Solar is the more predictable of the two chief renewables. It has a hard availability of at most 50% of the day, but in reality, thanks to the atmosphere and the seasons, the maximum is about 25%. To supply continuous power therefore, 4 times the power is needed to produce the excess you need to store. Battery efficiency is roughly 90% (charge/discharge), similar to pumped hydro. Thus 4.5 times the average power required needs to be installed to keep the storage topped up.

Power from a Solar Power Satellite is available for 8,764 hours of an 8,766 hour Julian year. Its storage requirements are a lot lower and as the eclipse season is predictable and sequential, a series of SPS can cover each other’s drop out.

For comparison we have two options:

(1) Solar Power Satellites, with minimal storage, but a large transportation cost.

(2) Renewables that require much higher installed capacity with storage to ensure continuity of supply.

If we assume the total electrical power needed by Australia is 40% of total thermally supplied energy, then the total power needed is 2.48 PJ per annum or 80 GW. Using the extreme, that means 360 GW of renewables and 280 GW* storage is needed.

Solar Power Satellites do require a substantial area for the microwave downlink, but a rectenna array doesn’t need to shade the ground – it can be situated over cropland, for example. To minimise the possible biological effects, the power density of the downlink is kept to ~240 W/m2, which is much less than daylight.

For a first guess estimate of pricing let’s look at current solar power and battery pricing. The biggest Solar-with-storage project that’s in progress is Sun Cable’s Australia-Asia PowerLink, which promises 3 GW of dispatchable power (power available anytime, on demand), 14 GW installed (Variable Renewable, the peak power) and 33 GW.h storage (11 hours of dispatchable), for $23 billion. A 5,000 kilometre undersea cable will supply power to Singapore from Australia’s Northern Territory.
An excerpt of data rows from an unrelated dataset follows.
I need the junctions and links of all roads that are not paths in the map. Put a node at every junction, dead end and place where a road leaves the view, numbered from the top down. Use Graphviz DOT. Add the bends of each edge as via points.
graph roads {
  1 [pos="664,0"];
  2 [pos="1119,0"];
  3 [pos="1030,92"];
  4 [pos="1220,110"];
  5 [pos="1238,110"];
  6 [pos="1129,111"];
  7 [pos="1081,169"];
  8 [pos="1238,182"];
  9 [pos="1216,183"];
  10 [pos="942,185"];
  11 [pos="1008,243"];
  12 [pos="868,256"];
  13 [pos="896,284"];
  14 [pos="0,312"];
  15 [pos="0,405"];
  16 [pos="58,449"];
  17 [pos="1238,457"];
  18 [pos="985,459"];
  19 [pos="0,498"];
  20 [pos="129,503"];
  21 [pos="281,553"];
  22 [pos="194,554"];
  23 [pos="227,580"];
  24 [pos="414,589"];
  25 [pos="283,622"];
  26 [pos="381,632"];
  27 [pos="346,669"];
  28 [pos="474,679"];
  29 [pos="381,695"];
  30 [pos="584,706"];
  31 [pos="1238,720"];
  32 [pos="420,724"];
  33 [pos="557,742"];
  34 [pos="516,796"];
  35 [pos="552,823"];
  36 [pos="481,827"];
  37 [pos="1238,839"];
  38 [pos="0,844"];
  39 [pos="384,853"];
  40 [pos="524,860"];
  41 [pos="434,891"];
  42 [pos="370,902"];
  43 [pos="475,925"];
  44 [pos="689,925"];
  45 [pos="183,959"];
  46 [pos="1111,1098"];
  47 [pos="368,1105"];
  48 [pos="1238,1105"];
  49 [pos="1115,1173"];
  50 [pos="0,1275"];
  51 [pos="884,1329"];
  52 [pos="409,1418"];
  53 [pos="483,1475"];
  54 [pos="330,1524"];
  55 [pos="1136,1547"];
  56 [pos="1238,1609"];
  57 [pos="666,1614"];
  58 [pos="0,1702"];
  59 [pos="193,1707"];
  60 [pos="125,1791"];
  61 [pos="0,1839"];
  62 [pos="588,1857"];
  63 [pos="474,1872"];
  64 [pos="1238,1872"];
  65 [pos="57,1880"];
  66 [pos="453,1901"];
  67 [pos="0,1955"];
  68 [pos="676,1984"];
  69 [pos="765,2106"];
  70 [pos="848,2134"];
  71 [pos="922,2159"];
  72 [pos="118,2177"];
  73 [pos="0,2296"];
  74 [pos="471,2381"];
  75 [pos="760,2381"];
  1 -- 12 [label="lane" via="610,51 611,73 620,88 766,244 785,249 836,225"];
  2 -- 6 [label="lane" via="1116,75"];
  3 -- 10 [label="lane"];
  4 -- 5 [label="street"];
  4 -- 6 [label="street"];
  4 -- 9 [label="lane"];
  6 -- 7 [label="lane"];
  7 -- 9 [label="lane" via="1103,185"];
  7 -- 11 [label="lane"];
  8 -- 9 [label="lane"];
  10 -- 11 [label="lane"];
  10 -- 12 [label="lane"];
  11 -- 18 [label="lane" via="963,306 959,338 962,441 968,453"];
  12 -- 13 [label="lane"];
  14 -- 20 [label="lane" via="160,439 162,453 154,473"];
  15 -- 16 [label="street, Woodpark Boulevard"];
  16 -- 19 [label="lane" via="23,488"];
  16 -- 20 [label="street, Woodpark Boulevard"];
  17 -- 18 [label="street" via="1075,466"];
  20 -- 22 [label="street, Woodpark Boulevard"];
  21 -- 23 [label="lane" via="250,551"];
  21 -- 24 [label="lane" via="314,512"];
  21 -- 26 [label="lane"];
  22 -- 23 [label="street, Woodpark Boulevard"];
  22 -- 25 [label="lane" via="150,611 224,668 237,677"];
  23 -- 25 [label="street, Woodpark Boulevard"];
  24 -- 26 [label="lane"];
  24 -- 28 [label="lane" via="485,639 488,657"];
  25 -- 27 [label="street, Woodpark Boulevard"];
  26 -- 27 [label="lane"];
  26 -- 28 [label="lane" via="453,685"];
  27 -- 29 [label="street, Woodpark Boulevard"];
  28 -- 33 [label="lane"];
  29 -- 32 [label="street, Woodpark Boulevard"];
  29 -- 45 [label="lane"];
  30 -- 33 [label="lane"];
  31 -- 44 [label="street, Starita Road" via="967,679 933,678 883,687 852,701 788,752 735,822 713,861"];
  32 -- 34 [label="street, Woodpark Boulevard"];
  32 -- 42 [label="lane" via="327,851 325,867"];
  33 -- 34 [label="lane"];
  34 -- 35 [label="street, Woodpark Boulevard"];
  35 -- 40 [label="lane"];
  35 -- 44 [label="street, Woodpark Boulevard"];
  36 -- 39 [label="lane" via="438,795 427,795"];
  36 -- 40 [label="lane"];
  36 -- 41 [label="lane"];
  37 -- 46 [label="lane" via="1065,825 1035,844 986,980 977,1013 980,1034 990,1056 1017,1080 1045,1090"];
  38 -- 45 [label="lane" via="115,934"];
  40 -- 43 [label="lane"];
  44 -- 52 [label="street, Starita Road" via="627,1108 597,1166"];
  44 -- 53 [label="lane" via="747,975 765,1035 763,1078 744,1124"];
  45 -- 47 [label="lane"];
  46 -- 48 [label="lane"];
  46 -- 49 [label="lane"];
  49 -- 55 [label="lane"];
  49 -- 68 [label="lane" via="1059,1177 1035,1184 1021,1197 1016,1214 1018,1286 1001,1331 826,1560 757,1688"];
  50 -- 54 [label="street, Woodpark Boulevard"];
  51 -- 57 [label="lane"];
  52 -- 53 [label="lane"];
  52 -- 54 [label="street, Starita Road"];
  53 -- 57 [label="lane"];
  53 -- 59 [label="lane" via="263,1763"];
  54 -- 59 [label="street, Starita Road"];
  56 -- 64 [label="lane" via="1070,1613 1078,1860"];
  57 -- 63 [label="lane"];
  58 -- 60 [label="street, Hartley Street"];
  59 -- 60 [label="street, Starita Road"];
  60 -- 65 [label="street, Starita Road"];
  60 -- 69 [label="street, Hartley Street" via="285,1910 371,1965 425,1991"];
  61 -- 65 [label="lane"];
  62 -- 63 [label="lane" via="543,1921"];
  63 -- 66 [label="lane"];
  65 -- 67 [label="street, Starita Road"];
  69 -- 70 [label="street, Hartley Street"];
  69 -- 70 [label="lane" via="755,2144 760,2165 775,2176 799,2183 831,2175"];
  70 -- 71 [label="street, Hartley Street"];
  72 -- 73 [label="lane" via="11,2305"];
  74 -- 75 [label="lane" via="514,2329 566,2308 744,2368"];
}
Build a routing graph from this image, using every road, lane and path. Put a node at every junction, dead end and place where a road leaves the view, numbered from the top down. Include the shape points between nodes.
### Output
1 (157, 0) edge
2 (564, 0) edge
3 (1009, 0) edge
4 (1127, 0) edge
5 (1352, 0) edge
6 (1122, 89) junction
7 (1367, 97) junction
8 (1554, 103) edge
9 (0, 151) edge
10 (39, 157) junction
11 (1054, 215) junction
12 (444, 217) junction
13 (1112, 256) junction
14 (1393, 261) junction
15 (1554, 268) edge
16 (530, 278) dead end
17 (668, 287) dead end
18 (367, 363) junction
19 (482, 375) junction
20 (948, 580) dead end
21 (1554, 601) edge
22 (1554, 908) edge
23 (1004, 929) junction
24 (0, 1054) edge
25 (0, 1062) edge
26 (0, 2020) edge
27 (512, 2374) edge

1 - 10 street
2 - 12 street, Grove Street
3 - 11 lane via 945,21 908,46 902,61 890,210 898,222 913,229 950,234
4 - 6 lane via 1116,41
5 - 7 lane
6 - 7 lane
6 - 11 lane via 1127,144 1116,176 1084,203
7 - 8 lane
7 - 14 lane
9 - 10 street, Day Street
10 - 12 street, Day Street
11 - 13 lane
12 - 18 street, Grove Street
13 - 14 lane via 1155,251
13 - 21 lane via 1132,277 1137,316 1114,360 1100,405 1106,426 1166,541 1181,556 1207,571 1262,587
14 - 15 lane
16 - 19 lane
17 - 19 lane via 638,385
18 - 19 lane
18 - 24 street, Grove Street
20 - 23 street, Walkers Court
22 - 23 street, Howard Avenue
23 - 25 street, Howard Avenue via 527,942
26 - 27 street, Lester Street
Thus 3 GW of PowerSat power costing $23 billion would be competitive. As a guesstimate, let’s say 1/3 the cost of the Australia-Asia PowerLink is PV’s (all 14 GW worth), 1/3 is storage (33 GW.h) and 1/3 is power cable, some 5,000 km worth. 3 GW of PowerSat power on the ground is about 5 GW in space, but designs like CASSIOPEIA use concentrators, minimising the raw photovoltaic array cost. The bulk of the mass is structure and the microwave phased-array, as well as the space-rated concentrator lenses. The other cost is the ground rectenna, to convert microwaves into mains power and the cables to the power-grid. Unlikely to be as big as the Australia-Asia PowerLink!

The final cost is the launch to GSO. We’re talking the delivery of 3,000 tonnes to GSO via Starship. Previously we determined the total number of launches required for 600 tonnes to GSO is 26 i.e. 20 Tankers and 6 Payload flights. Thus 26 x 5 = 130 launches of Payload and Tanker Starships, will orbit 3 GW of CASSIOPEIA’s. Elon Musk has stated the long term cost of a Starship launch will approach $2 million per launch. That’s $20 per kg, but that’s a long term goal. If so, then 3 GW of PowerSats will approach ~$260 million to launch. Of course we need to convert to $AUD, so that’s ~$ 350 million AUD.

Therefore if we have a launch budget of $7.7 billion, assuming launch is 1/3 the cost and the total cost matches the AA PowerLink, then that’s a budget of $59 million AUD per launch. If SpaceX achieves anything like its ambitions, then PowerSats, at least like CASSIOPEIA, will be competitive with ground-based solar utility-level power projects being pursued today. Potentially there’s a BIG saving and thus a solid motivation to pursue PowerSats.